The earliest Euro-American settlers arrived in Wilson County in the late 1790s. The city of Lebanon, established in 1802, was named after the abundance of red cedar in the area. The settlers believed (mistakenly) that the red cedar stands were similar to the cedar forests of ancient Lebanon, which were harvested by Phoenician city-states and used in the construction of the Temple of Solomon. The first Wilson County courthouse and many other early structures in the county were constructed using red cedar logs.
For much of the 19th century, the barren glades were largely devoid of human habitation, with the exception of a few small farms. In an 1879 essay on the history of Wilson County, James Drake described the various soil types in the county, which included a “dark soil, peculiar to the cedar flats, the least desirable of any we have, and subject to drought, being usually near the rock.” The town of Gladeville was established in 1852 just west of the modern state forest boundaries and grew into a sizeable hamlet until the outbreak of the American Civil War.
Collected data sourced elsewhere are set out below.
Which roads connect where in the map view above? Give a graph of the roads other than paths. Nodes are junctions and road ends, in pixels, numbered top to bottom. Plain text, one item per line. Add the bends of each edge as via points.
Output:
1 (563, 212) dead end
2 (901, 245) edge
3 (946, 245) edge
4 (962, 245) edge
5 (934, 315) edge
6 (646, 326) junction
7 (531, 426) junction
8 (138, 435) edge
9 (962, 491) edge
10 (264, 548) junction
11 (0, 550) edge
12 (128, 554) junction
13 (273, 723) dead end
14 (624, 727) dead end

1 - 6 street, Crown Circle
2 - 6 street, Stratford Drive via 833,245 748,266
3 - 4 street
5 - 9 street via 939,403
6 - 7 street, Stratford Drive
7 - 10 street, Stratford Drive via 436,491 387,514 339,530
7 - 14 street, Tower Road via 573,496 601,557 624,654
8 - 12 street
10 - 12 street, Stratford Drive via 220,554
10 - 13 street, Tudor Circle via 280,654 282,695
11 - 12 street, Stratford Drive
In the late 19th and early 20th centuries, the high demand for lumber led to the harvesting of most of the forests in the Central Basin. Red cedar in particular was popular for use in the making of furniture, fence rails, and pencils. In the cedar flats of Wilson County, small farmers were struggling with depletion of the already-thin soil layer caused by poor farming tactics. In 1935, as part of the New Deal, the federal government initiated a plan to resettle farmers living in badly eroded lands to allow the devastated forests to recover. As part of the Lebanon Cedar Forest Project, the federal Resettlement Administration helped move the farmers in the cedar flats to new locations, and the Works Project Administration constructed forestry and recreational facilities and planted thousands of red cedar seedlings. The work was supervised by the United States Forestry Service. “Lebanon Cedar Forest” officially opened in 1937, with local newspaper editor Dixon Merritt presiding over the opening ceremony. Although the land was managed by the Tennessee Department of Conservation, the federal government retained ownership until 1955.
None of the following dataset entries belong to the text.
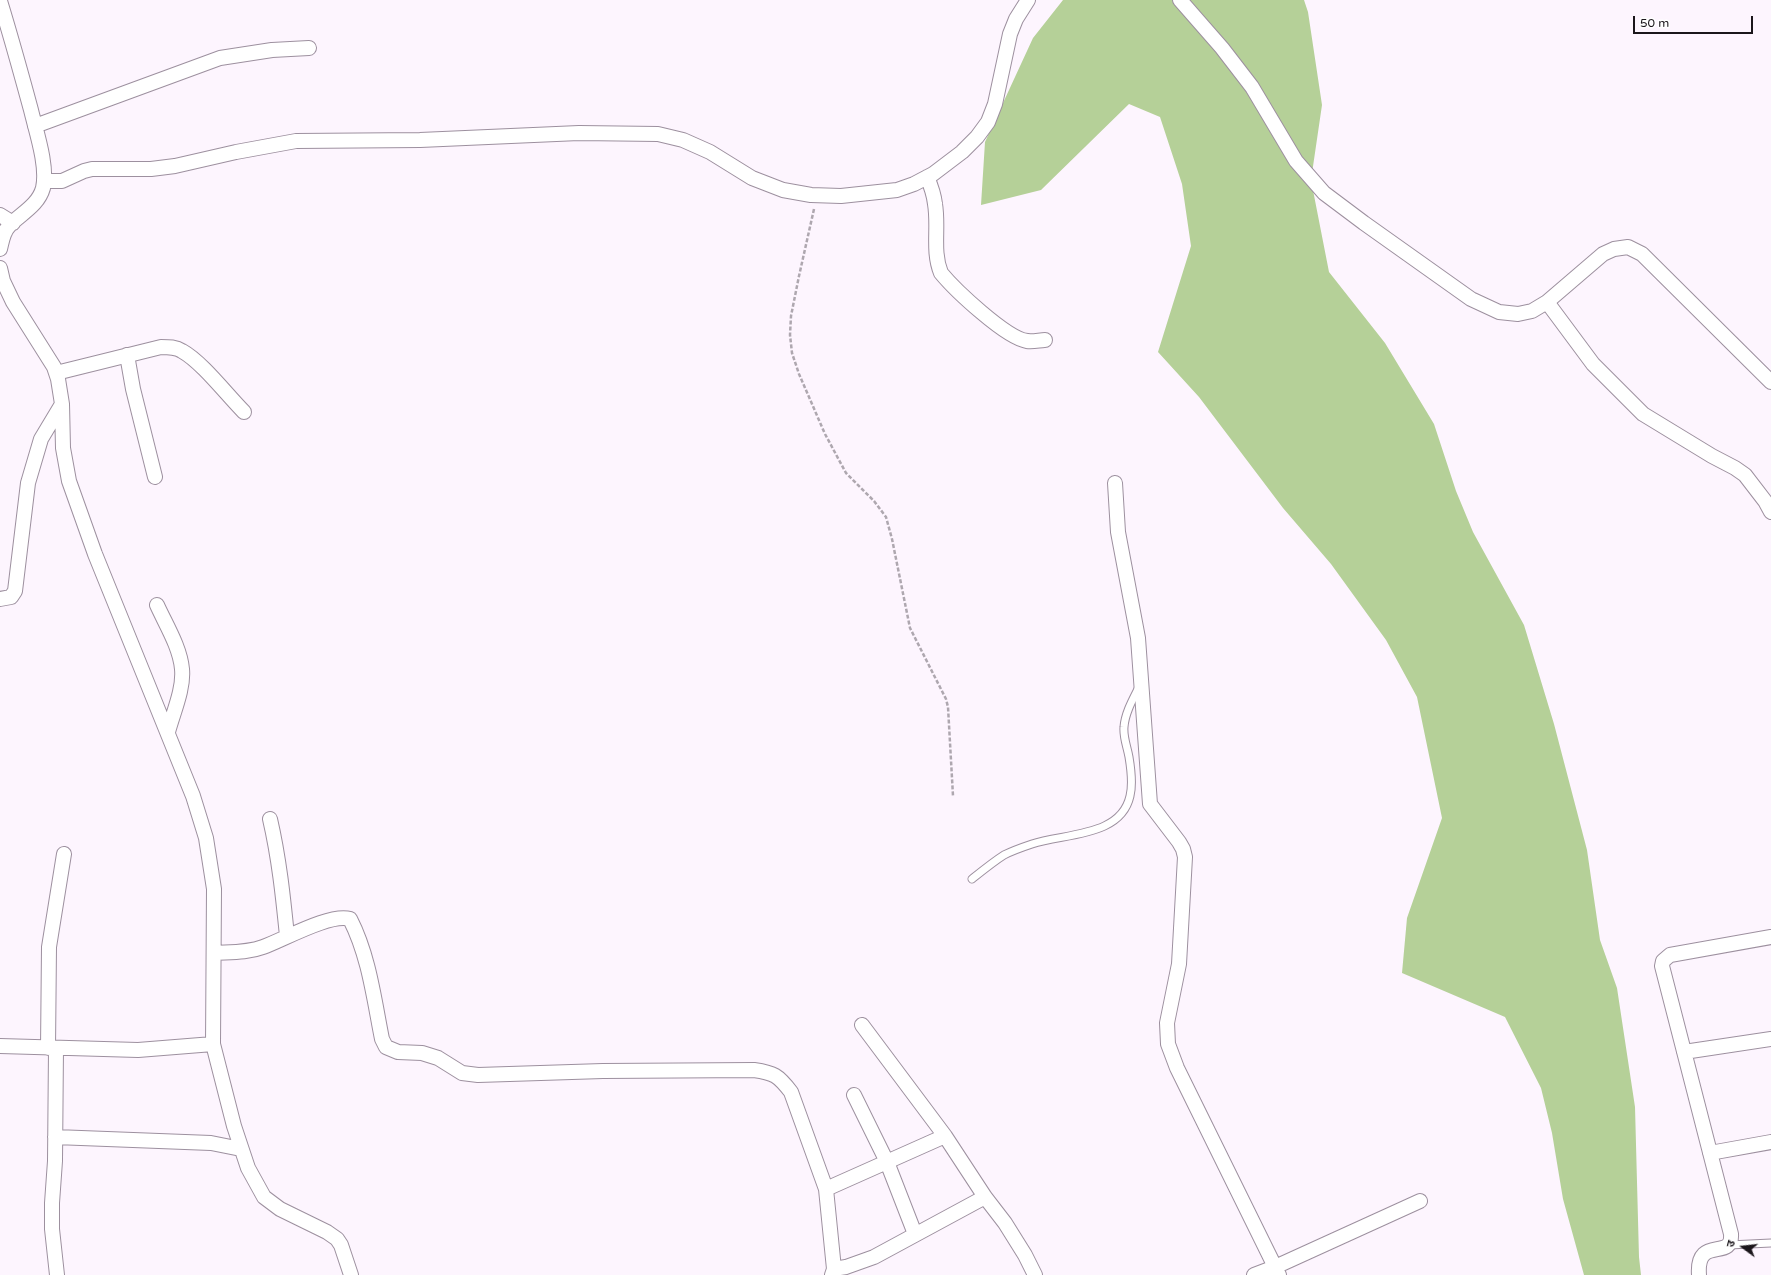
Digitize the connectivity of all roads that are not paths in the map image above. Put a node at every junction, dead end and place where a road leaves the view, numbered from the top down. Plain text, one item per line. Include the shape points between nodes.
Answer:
1 (1028, 0) edge
2 (1180, 0) edge
3 (0, 1) edge
4 (309, 48) dead end
5 (35, 126) junction
6 (927, 177) junction
7 (44, 181) junction
8 (0, 215) edge
9 (13, 223) junction
10 (0, 249) edge
11 (0, 268) edge
12 (1547, 302) junction
13 (1046, 340) dead end
14 (127, 355) junction
15 (56, 372) junction
16 (1771, 382) edge
17 (62, 404) junction
18 (244, 412) dead end
19 (155, 477) dead end
20 (1115, 483) dead end
21 (1771, 512) edge
22 (0, 598) edge
23 (157, 605) dead end
24 (1141, 683) junction
25 (168, 732) junction
26 (270, 819) dead end
27 (64, 854) dead end
28 (972, 879) dead end
29 (287, 936) junction
30 (1771, 936) edge
31 (214, 953) junction
32 (862, 1025) dead end
33 (1771, 1039) edge
34 (213, 1044) junction
35 (0, 1046) edge
36 (52, 1048) junction
37 (1684, 1052) junction
38 (854, 1095) dead end
39 (945, 1136) junction
40 (55, 1138) junction
41 (1771, 1142) edge
42 (241, 1149) junction
43 (1710, 1152) junction
44 (887, 1162) junction
45 (826, 1189) junction
46 (985, 1197) junction
47 (1420, 1201) dead end
48 (915, 1234) junction
49 (1771, 1243) edge
50 (1729, 1245) junction
51 (1277, 1271) edge
52 (833, 1272) edge
53 (58, 1275) edge
54 (351, 1275) edge
55 (1035, 1275) edge
56 (1254, 1275) edge
57 (1699, 1275) edge

1 - 6 street via 1010,34 988,122 962,152
2 - 12 street via 1252,87 1296,161 1324,192 1471,299 1499,312 1518,314
3 - 5 street
4 - 5 street via 272,50 220,58
5 - 7 street
6 - 7 street via 897,190 841,196 818,195 783,190 766,184 710,152 683,140 658,134 579,133 420,140 296,141 175,166 151,169 92,169 62,181
6 - 13 street via 935,204 935,250 941,273 995,324 1026,341
7 - 9 street via 38,198
8 - 9 street
9 - 10 street via 3,236
11 - 15 street via 13,302
12 - 16 street via 1603,254 1614,248 1628,247 1642,254
12 - 21 street via 1593,364 1643,414 1745,475
14 - 15 street
14 - 18 street via 161,347 182,350
14 - 19 street
15 - 17 street
17 - 22 street via 41,439 28,483 14,591 10,598
17 - 25 street via 63,448 69,481 95,554
20 - 24 street via 1118,532 1138,638
23 - 25 street via 179,655 182,670 181,685
24 - 28 lane via 1124,725 1132,777 1127,807 1116,821 1102,827 1033,844 1004,855
24 - 51 street via 1150,804 1179,842 1185,857 1181,945 1167,1023 1168,1044 1183,1082
25 - 31 street via 206,838 214,889
26 - 29 street via 282,882
27 - 36 street via 49,947
29 - 31 street via 262,947
29 - 45 street via 335,919 350,919 365,957 382,1039 386,1047 398,1052 438,1058 462,1073 478,1075 754,1070 772,1073 781,1078 791,1092
30 - 37 street via 1664,958 1662,966
31 - 34 street
32 - 39 street
33 - 37 street
34 - 36 street via 138,1050
34 - 42 street
35 - 36 street
36 - 40 street
37 - 43 street
38 - 44 street
39 - 44 street
39 - 46 street
40 - 42 street via 210,1143
40 - 53 street via 52,1229
41 - 43 street
42 - 54 street via 264,1197 276,1207 337,1239
43 - 50 street via 1731,1234
44 - 45 street
44 - 48 street
45 - 52 street
46 - 48 street
46 - 55 street via 1005,1223
47 - 51 street
48 - 52 street via 874,1257
49 - 50 lane
50 - 57 street via 1705,1253 1700,1258
51 - 56 street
Botanists began noting the ecological importance of the cedar glades as early as 1901, when German-born doctor Augustin Gattinger mentioned the glades in his book The Flora of Tennessee and the Philosophy of Botany. Research conducted by Elsie Quarterman of Vanderbilt University led to the forest’s designation as a national natural landmark in 1973. In 1995, Cedar Lodge and several other structures built by the WPA in the 1930s and 1940s were placed on the National Register of Historic Places.